How much better to leave judgement in the hands of our Father!
What can we positively do today to turn the tide in the church?
- Determine to build up and bless everyone you talk to and talk about;
- Set your heart against a complaining, critical spirit; and
- Graciously refuse to listen or tolerate “evil speaking” about others.
Colossians 3:9 – Do not lie to one another, since you have put off the old man with his deeds.
James 5:16 – Confess your trespasses to one another, and pray for one another, that you may be healed.
It had been a fairly ordinary retreat experience. The mountain setting made it easy to reflect and evaluate my walk with God. During our final session, the leader of the retreat led about 25 of us in a time of sharing: what had God done in our lives through our study and time together?
No one said anything for a long time. Finally, one of the single women stood and moved to the front of the group. She was trembling – obviously scared and nervous about what she wanted to say. Tears welled up in her eyes as she began to speak. “I’m pregnant,” she confessed. She had been dating an unbeliever and the unthinkable had happened.

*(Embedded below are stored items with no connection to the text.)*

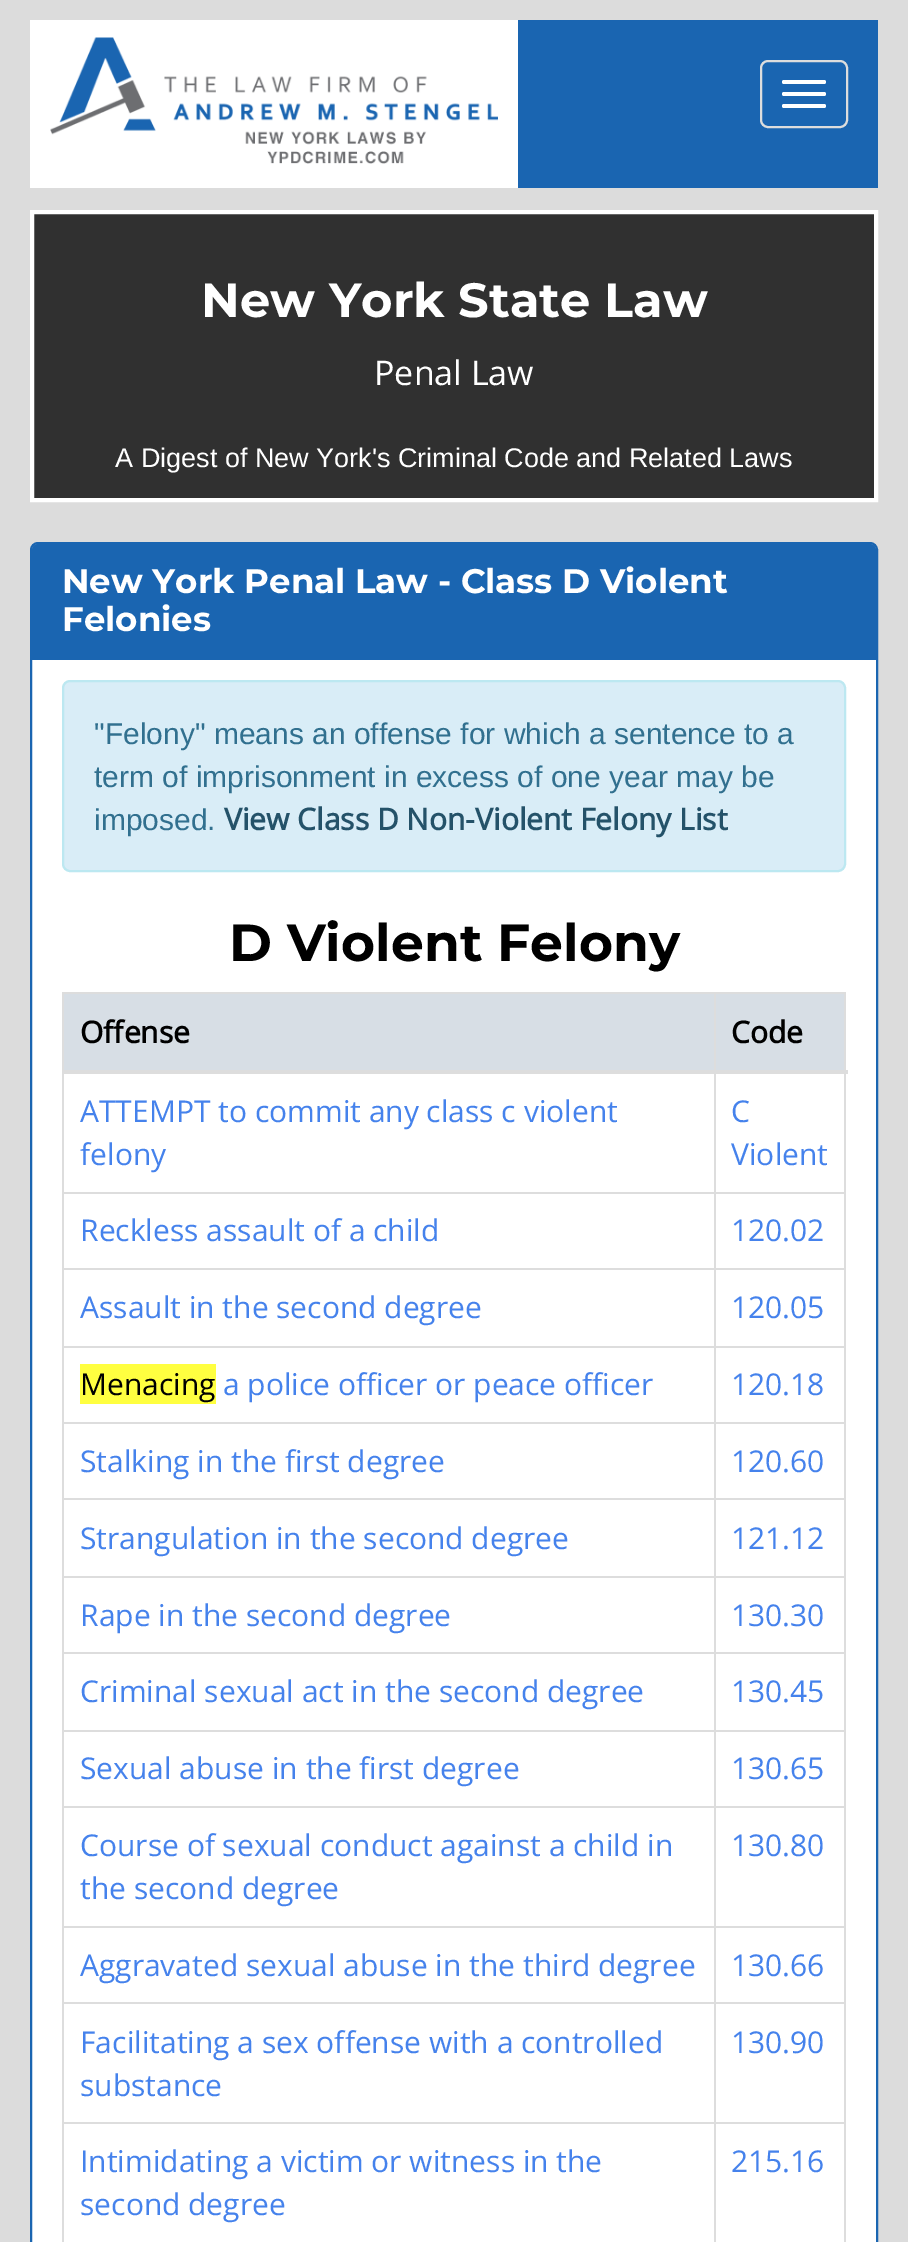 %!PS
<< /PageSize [908 2242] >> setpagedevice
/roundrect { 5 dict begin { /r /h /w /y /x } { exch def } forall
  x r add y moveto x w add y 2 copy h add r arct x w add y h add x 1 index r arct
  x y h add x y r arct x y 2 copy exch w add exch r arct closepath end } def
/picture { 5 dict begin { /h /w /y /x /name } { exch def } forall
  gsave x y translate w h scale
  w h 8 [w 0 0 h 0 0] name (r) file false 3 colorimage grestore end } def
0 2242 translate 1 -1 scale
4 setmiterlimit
0.863 setgray
0 0 908 2242 rectfill
0.102 0.396 0.694 setrgbcolor
518 20 360 168 rectfill
1 setgray
30 20 488 168 rectfill
(img1.rgb) 50 37 448 127 picture
0.867 setgray
2 setlinewidth
761 61 86 66 7 roundrect stroke
1 setgray
782 80 44 4 2 roundrect fill
782 92 44 4 2 roundrect fill
782 104 44 4 2 roundrect fill
0.188 setgray
newpath 32 212 moveto 876 212 lineto 876 500 lineto 32 500 lineto closepath gsave fill grestore
1 setgray
4 setlinewidth
stroke
/Montserrat-Thin [48 0 0 -48 0 0] selectfont
201 317 moveto (New York State Law) show
/OpenSans-Regular [34 0 0 -34 0 0] selectfont
374 385 moveto (Penal Law) show
/LiberationSans-Regular [27 0 0 -27 0 0] selectfont
115 467 moveto (A Digest of New York's Criminal Code and Related Laws) show
31 543 846 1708 7 roundrect gsave fill grestore
0.102 0.396 0.694 setrgbcolor
2 setlinewidth
stroke
newpath 38 544 moveto 870 544 lineto 873.5 544 876 546.5 876 550 curveto 876 660 lineto 32 660 lineto 32 550 lineto 32 546.5 34.5 544 38 544 curveto closepath fill
/Montserrat-Thin [34 0 0 -34 0 0] selectfont
1 setgray
62 593 moveto (New York Penal Law - Class D Violent) show
62 631 moveto (Felonies) show
0.851 0.929 0.969 setrgbcolor
63 681 782 190 7 roundrect gsave fill grestore
0.737 0.91 0.945 setrgbcolor
stroke
/LiberationSans-Regular [30 0 0 -30 0 0] selectfont
0.192 0.439 0.561 setrgbcolor
94 744 moveto ("Felony" means an offense for which a sentence to a) show
94 787 moveto (term of imprisonment in excess of one year may be) show
94 830 moveto (imposed.) show
/OpenSans-Bold [30 0 0 -30 0 0] selectfont
0.141 0.322 0.412 setrgbcolor
224 830 moveto (View Class D Non-Violent Felony List) show
/Montserrat-Thin [52 0 0 -52 0 0] selectfont
0 setgray
229 961 moveto (D Violent Felony) show
0.867 setgray
62 992 784 2 rectfill
844 992 2 1250 rectfill
62 992 2 1250 rectfill
0.843 0.871 0.898 setrgbcolor
64 994 650 76 rectfill
/OpenSans-Bold [30 0 0 -30 0 0] selectfont
0 setgray
80 1043 moveto (Offense) show
0.843 0.871 0.898 setrgbcolor
716 994 128 76 rectfill
0.867 setgray
714 1192 132 2 rectfill
714 1268 132 2 rectfill
714 1346 132 2 rectfill
714 1422 132 2 rectfill
714 1498 132 2 rectfill
714 1576 132 2 rectfill
714 1652 132 2 rectfill
714 1730 132 2 rectfill
714 1806 132 2 rectfill
714 1926 132 2 rectfill
714 2002 132 2 rectfill
714 2122 132 2 rectfill
714 2122 2 120 rectfill
62 2122 654 2 rectfill
714 2002 2 122 rectfill
62 2002 654 2 rectfill
714 1926 2 78 rectfill
62 1926 654 2 rectfill
714 1806 2 122 rectfill
62 1806 654 2 rectfill
714 1730 2 78 rectfill
62 1730 654 2 rectfill
714 1652 2 80 rectfill
62 1652 654 2 rectfill
714 1576 2 78 rectfill
62 1576 654 2 rectfill
714 1498 2 80 rectfill
62 1498 654 2 rectfill
714 1422 2 78 rectfill
62 1422 654 2 rectfill
714 1346 2 78 rectfill
62 1346 654 2 rectfill
714 1268 2 80 rectfill
62 1268 654 2 rectfill
714 1192 2 78 rectfill
62 1192 654 2 rectfill
714 992 2 202 rectfill
62 1070 786 4 rectfill
0 setgray
731 1043 moveto (Code) show
/OpenSans-Regular [30 0 0 -30 0 0] selectfont
0.271 0.51 0.925 setrgbcolor
80 1122 moveto (ATTEMPT to commit any class c violent) show
80 1165 moveto (felony) show
731 1122 moveto (C) show
731 1165 moveto (Violent) show
80 1241 moveto (Reckless assault of a child) show
731 1241 moveto (120.02) show
80 1318 moveto (Assault in the second degree) show
731 1318 moveto (120.05) show
1 1 0.251 setrgbcolor
80 1364 136 40 rectfill
0 setgray
80 1395 moveto (Menacing) show
0.271 0.51 0.925 setrgbcolor
223 1395 moveto (a police officer or peace officer) show
731 1395 moveto (120.18) show
80 1472 moveto (Stalking in the first degree) show
731 1472 moveto (120.60) show
80 1549 moveto (Strangulation in the second degree) show
731 1549 moveto (121.12) show
80 1626 moveto (Rape in the second degree) show
731 1626 moveto (130.30) show
80 1702 moveto (Criminal sexual act in the second degree) show
731 1702 moveto (130.45) show
80 1779 moveto (Sexual abuse in the first degree) show
731 1779 moveto (130.65) show
80 1856 moveto (Course of sexual conduct against a child in) show
80 1899 moveto (the second degree) show
731 1856 moveto (130.80) show
80 1976 moveto (Aggravated sexual abuse in the third degree) show
731 1976 moveto (130.66) show
80 2053 moveto (Facilitating a sex offense with a controlled) show
80 2096 moveto (substance) show
731 2053 moveto (130.90) show
80 2172 moveto (Intimidating a victim or witness in the) show
80 2215 moveto (second degree) show
731 2172 moveto (215.16) show
showpage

After sharing her story she said, “I am so sorry everyone, please forgive me — I need you right now so much…”
Immediately one of the women spoke, “We forgive you.” The group surrounded her for prayer and encouragement. After many minutes, we sat back down. It was only the beginning of what God wanted to do that afternoon… soon someone else spoke up. Another confession was made. Then another. And another… and still another. Relationships were mended. Deep needs and fears were expressed. Wrongs were uncovered through confession, covered over with forgiveness, and then put away forever.
For almost 5 hours our group became honest with each other and before God. The sharing was discreet (no unwholesome details), but open and full. Little was held back as God’s Spirit took us to a new place of trust and oneness as the people of God. How refreshed and alive we felt when it was over!

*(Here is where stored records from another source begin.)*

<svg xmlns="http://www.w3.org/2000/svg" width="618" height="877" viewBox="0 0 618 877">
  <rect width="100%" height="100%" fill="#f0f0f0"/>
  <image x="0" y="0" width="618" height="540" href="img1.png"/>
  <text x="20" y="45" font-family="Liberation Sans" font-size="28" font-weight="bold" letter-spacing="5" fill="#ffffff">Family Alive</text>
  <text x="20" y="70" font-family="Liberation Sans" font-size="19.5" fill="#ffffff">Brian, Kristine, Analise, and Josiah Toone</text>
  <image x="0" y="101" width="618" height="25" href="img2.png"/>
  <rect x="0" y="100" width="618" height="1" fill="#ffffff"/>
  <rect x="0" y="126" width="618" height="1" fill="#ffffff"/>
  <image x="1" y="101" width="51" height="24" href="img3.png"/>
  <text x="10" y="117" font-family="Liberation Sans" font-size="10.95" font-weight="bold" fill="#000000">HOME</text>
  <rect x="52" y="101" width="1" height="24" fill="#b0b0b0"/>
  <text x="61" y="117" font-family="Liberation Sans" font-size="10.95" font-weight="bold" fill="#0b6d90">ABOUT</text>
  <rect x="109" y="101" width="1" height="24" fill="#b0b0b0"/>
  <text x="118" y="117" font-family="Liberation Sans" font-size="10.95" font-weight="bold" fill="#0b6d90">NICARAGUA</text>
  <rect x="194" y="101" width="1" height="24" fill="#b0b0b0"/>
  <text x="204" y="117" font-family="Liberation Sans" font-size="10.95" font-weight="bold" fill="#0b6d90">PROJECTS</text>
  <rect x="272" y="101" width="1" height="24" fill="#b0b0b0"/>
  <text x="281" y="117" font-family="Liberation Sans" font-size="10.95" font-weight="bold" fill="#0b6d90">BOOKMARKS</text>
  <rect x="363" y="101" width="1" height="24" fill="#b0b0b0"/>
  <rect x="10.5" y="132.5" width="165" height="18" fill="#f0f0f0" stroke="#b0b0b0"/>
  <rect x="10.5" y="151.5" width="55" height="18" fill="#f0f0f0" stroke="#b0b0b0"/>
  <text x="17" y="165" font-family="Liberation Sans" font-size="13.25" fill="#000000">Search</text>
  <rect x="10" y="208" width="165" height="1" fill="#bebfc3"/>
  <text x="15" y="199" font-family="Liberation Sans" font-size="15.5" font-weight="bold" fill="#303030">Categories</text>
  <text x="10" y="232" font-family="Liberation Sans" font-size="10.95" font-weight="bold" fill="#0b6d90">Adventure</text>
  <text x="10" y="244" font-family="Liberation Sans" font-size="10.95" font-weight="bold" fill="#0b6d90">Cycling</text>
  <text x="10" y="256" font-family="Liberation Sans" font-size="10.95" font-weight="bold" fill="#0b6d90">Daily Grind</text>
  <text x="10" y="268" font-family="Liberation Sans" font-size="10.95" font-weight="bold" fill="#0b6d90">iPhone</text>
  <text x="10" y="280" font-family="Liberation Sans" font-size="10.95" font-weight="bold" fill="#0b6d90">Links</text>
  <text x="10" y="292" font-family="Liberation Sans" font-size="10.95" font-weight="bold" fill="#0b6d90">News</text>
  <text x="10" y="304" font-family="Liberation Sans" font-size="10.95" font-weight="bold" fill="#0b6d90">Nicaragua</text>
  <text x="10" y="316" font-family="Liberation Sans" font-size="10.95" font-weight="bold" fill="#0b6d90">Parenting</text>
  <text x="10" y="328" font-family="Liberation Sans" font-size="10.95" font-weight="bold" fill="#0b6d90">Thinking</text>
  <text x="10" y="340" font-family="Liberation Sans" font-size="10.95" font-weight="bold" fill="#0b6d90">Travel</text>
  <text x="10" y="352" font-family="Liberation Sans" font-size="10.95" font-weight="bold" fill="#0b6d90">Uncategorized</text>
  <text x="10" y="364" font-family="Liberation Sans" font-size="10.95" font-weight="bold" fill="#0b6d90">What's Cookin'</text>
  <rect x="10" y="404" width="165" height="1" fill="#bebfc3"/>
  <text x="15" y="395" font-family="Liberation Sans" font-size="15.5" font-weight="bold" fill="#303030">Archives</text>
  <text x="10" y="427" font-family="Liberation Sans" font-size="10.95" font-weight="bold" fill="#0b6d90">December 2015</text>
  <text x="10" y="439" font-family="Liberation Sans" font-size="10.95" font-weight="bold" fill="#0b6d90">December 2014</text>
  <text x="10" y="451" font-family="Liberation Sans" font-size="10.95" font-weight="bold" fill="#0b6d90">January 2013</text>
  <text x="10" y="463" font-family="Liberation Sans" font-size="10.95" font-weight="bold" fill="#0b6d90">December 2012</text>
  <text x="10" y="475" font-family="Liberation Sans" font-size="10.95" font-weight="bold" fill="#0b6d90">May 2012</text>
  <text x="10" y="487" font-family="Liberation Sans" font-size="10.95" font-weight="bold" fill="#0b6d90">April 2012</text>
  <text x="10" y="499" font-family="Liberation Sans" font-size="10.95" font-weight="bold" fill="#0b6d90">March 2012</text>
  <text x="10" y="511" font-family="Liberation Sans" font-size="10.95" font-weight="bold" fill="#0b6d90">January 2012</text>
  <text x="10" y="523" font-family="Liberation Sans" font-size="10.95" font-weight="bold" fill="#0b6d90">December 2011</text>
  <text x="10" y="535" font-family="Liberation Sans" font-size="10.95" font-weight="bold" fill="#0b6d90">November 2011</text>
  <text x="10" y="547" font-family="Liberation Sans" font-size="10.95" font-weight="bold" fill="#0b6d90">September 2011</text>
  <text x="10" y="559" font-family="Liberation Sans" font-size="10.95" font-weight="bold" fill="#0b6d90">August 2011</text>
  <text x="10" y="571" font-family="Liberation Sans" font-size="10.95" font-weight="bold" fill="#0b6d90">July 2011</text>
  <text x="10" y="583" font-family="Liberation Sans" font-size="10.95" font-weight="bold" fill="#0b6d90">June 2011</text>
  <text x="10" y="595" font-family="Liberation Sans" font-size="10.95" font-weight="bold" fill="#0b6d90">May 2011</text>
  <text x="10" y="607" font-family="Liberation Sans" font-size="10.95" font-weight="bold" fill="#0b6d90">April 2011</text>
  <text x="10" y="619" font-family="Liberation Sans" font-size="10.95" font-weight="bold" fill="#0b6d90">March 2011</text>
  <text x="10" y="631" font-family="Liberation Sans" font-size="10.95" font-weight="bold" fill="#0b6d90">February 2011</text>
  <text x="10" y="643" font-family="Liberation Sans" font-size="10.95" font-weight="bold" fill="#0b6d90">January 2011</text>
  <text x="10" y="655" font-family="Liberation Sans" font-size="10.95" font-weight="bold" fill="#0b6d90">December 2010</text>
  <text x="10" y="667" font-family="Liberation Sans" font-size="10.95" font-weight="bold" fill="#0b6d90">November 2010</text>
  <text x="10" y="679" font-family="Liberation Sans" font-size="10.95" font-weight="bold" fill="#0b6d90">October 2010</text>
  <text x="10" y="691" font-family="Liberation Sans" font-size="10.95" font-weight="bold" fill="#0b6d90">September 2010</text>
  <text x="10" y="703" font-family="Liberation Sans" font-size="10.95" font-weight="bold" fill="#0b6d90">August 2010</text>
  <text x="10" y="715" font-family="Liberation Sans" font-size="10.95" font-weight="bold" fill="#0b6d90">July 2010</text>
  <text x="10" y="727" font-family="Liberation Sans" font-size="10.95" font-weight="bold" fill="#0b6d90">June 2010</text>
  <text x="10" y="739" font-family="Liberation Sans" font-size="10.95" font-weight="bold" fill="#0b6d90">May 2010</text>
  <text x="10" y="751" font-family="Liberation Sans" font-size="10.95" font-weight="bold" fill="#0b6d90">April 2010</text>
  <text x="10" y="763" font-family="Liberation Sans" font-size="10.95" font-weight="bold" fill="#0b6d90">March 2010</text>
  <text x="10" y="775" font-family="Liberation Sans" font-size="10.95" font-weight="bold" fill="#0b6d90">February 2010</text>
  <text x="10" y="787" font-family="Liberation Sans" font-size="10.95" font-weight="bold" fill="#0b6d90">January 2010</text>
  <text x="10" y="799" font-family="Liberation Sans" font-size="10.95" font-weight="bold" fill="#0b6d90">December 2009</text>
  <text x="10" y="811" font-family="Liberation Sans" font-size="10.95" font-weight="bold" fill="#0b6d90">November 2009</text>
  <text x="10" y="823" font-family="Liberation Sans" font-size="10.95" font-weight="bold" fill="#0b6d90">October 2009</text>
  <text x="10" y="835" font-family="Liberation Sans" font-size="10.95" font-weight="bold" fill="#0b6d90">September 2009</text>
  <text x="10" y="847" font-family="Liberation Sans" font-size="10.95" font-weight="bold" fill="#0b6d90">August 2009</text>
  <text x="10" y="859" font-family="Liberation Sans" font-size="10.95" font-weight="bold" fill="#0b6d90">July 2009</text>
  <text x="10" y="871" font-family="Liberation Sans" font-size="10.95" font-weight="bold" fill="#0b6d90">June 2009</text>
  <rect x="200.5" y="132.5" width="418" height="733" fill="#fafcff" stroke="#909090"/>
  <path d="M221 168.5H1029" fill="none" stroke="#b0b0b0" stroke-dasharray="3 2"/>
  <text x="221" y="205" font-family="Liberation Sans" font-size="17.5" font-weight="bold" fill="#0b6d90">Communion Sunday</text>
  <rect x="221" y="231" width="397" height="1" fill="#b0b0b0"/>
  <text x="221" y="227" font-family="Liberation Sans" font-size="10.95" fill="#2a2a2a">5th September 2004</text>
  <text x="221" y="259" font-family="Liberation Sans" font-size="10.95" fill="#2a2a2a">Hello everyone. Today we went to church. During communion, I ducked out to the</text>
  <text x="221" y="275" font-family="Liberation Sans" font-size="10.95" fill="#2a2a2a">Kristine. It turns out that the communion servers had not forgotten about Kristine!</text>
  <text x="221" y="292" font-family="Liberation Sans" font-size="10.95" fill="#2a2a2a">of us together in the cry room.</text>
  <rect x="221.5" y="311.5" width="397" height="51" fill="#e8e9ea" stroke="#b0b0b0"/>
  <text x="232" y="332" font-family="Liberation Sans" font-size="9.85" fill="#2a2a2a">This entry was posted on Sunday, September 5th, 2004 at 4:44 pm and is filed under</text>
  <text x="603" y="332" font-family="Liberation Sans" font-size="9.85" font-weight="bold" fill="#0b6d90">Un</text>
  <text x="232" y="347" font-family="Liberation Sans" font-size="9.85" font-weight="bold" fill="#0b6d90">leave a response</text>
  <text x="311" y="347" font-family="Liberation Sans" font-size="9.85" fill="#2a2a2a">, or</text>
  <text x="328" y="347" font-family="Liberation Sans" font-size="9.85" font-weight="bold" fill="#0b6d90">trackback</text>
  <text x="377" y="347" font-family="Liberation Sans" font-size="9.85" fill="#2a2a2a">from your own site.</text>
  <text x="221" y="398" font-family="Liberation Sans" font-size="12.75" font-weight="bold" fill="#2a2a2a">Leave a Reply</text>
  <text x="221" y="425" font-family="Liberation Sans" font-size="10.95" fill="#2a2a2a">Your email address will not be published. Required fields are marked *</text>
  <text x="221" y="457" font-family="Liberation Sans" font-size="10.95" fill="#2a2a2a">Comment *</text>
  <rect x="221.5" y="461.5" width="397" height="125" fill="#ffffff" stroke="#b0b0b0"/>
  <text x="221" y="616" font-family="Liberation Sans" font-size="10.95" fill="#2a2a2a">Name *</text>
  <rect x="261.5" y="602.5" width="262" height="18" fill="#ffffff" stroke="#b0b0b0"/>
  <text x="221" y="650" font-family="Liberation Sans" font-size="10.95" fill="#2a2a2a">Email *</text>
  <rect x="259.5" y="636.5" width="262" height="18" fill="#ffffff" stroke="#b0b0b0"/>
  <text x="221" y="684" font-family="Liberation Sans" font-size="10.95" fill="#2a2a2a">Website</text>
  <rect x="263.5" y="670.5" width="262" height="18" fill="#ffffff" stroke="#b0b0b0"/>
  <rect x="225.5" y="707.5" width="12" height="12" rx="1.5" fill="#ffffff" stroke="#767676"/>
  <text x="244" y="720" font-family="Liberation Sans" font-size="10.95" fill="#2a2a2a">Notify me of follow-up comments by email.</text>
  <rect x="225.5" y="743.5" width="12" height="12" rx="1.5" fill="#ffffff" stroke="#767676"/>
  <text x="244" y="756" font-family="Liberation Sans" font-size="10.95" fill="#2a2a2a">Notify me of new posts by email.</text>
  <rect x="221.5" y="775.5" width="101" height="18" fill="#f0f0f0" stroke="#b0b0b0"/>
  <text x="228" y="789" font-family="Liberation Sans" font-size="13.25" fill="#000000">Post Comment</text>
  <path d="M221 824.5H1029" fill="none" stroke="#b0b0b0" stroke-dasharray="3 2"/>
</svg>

Back in our home church the next day, worship was different. Our greetings were transformed — less casual, more personal — more like family. More like heaven. More like home. We were made for this and finally were experiencing a taste of our privilege as God’s children! It was glorious.
Twenty years later, the experience remains vivid. The Lord still whispers the fragrance of that time across my heart, “this is My church”. Church as He intends it to be.
When we hide from each other it is safe and comfortable, but it is also lonely. We are missing so much. We live in a world of people looking for a safe place to be open and honest. A place where they can be known… and still be loved. Individual spiritual growth explodes in the fertile soil of mutual love and trust. How can we help create a place like that?
- Become a truth-seeking person — pray that God will open our hearts to each other. The retreat situation described above was the result of several years of asking;
- Become a truth-keeping person — what is shared stays with you and goes no further; and
- Become a truth-telling person — when you feel led to take the risk, honestly share your weakness and need with other brothers and sisters.